Mai più. La vergogna italiana dei lager per immigrati
Con il settimanale Left è da poco uscito il libro “Mai più. La vergogna italiana dei lager per immigrati” avente come tema la detenzione amministrativa dei migranti “irregolari” in Italia, dai CPTA ai CPR. Si tratta di un tentativo di raccontare oltre 20 anni di abusi, di fallimenti, di vicende che poco sono state raccontate e che poco, ad avviso di chi lo ha realizzato, rendono onore alla storia democratica di questo paese.
A cura di Yasmine Accardo (Campagna LaciateCI entrare) e Stefano Galieni (Adif, Assoicazione Diritti e Frontiere)
Ecco l’introduzione al testo:
“Centri di Permanenza Temporanea e Assistenza” fu il nome che venne dato alle prime strutture di detenzione amministrativa per migranti sorte in Italia dopo l’approvazione della legge Turco-Napolitano. Correva l’anno 1998 e già da allora si diceva nel centro sinistra, che bisognava coniugare “accoglienza e sicurezza”, ponendo l’accento sempre più sul secondo termine. I CPTA, acronimo delle strutture (ma la A di assistenza venne dimenticata), vennero realizzati in maniera improvvisata prima ancora di dare loro un quadro normativo.

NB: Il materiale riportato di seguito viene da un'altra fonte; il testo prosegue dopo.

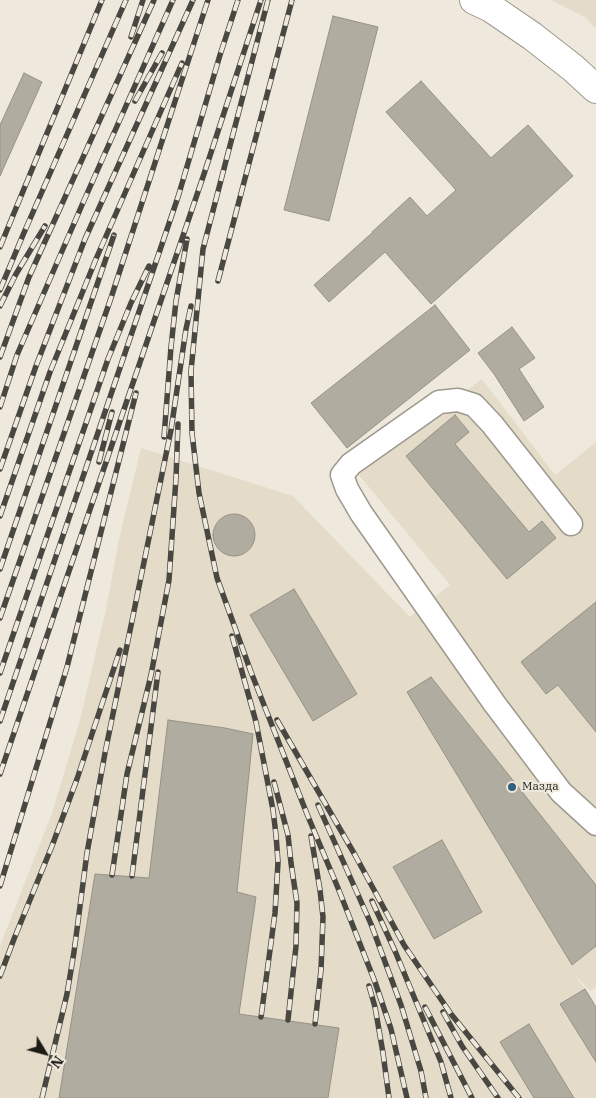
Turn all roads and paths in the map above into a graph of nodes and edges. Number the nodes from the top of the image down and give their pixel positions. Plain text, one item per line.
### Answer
1 (474, 0) edge
2 (596, 89) edge
3 (571, 524) dead end
4 (596, 824) edge

1 - 2 main road
3 - 4 lane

Per la prima volta nel nostro paese, nel resto d’Europa era già prassi, si poteva privare le persone della libertà personale in virtù del fatto che la loro presenza non era considerata regolare. La finalità dei centri riguardava gli “stranieri destinatari di un provvedimento di espulsione con accompagnamento coattivo alla frontiera non immediatamente eseguibile”. Persone che non avevano commesso reati ma rinchiuse per ciò che erano. Per facilitare i rimpatri delle persone non gradite, l’allora ministro dell’Interno Giorgio Napolitano si affrettò a siglare i primi accordi bilaterali di riammissione con alcuni paesi del Nord Africa che raramente produssero i risultati sperati.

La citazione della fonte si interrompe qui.